*Exercise data:*
================================

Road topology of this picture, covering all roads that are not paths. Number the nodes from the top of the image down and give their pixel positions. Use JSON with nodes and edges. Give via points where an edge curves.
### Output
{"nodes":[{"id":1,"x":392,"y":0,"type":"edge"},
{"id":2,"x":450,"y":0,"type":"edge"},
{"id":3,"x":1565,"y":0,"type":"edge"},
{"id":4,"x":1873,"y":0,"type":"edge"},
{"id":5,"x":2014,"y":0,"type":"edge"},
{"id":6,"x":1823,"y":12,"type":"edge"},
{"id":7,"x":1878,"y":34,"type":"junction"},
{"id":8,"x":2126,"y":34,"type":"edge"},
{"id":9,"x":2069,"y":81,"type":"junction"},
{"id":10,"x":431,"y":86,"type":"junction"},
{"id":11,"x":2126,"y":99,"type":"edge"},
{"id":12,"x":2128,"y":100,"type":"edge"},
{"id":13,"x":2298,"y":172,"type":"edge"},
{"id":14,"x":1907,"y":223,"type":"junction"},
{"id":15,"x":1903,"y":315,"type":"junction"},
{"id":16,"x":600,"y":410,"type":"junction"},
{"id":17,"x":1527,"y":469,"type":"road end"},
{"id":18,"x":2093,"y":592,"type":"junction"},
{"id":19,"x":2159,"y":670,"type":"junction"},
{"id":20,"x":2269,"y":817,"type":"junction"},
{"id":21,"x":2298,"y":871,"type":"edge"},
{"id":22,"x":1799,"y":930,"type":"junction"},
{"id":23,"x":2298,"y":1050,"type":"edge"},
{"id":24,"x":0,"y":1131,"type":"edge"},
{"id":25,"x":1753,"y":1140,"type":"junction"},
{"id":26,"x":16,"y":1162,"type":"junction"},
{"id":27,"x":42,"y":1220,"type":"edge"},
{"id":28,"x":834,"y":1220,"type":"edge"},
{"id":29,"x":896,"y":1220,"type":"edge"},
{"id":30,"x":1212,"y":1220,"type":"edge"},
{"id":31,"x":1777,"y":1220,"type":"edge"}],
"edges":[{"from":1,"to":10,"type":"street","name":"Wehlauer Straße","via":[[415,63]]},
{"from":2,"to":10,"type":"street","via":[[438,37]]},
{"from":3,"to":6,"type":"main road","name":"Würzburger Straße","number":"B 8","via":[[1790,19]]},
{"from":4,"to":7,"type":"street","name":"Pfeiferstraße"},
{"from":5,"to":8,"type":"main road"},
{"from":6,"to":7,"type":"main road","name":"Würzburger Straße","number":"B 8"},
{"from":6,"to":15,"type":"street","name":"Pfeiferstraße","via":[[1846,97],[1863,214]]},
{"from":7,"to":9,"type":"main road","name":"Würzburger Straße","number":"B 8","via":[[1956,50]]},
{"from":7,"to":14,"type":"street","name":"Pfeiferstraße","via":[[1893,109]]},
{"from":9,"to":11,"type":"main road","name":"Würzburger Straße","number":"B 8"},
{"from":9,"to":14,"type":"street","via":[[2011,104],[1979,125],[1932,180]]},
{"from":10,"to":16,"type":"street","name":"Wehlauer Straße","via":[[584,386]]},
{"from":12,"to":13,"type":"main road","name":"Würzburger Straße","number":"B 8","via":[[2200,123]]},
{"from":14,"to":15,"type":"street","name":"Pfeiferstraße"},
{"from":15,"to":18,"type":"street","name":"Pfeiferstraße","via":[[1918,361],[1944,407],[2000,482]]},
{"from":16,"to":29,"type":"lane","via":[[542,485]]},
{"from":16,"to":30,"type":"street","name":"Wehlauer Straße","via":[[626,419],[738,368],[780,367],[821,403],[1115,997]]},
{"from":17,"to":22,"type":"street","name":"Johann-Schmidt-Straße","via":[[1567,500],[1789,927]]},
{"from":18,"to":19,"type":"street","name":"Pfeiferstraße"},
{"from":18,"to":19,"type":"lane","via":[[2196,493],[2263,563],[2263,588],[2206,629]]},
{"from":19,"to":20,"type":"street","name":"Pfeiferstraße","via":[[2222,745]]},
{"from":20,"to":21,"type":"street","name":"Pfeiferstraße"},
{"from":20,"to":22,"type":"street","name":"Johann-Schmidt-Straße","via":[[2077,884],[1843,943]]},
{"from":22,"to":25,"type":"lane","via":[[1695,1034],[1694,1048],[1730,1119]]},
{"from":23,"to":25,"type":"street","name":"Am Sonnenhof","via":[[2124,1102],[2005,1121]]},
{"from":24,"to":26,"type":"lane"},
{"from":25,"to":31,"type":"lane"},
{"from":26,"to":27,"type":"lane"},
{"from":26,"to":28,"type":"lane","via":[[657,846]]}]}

================================

*Task objective:* Return every line above in which the string "Pfeiferstraße" occurs.

*Solved problem:*
{"from":4,"to":7,"type":"street","name":"Pfeiferstraße"},
{"from":6,"to":15,"type":"street","name":"Pfeiferstraße","via":[[1846,97],[1863,214]]},
{"from":7,"to":14,"type":"street","name":"Pfeiferstraße","via":[[1893,109]]},
{"from":14,"to":15,"type":"street","name":"Pfeiferstraße"},
{"from":15,"to":18,"type":"street","name":"Pfeiferstraße","via":[[1918,361],[1944,407],[2000,482]]},
{"from":18,"to":19,"type":"street","name":"Pfeiferstraße"},
{"from":19,"to":20,"type":"street","name":"Pfeiferstraße","via":[[2222,745]]},
{"from":20,"to":21,"type":"street","name":"Pfeiferstraße"},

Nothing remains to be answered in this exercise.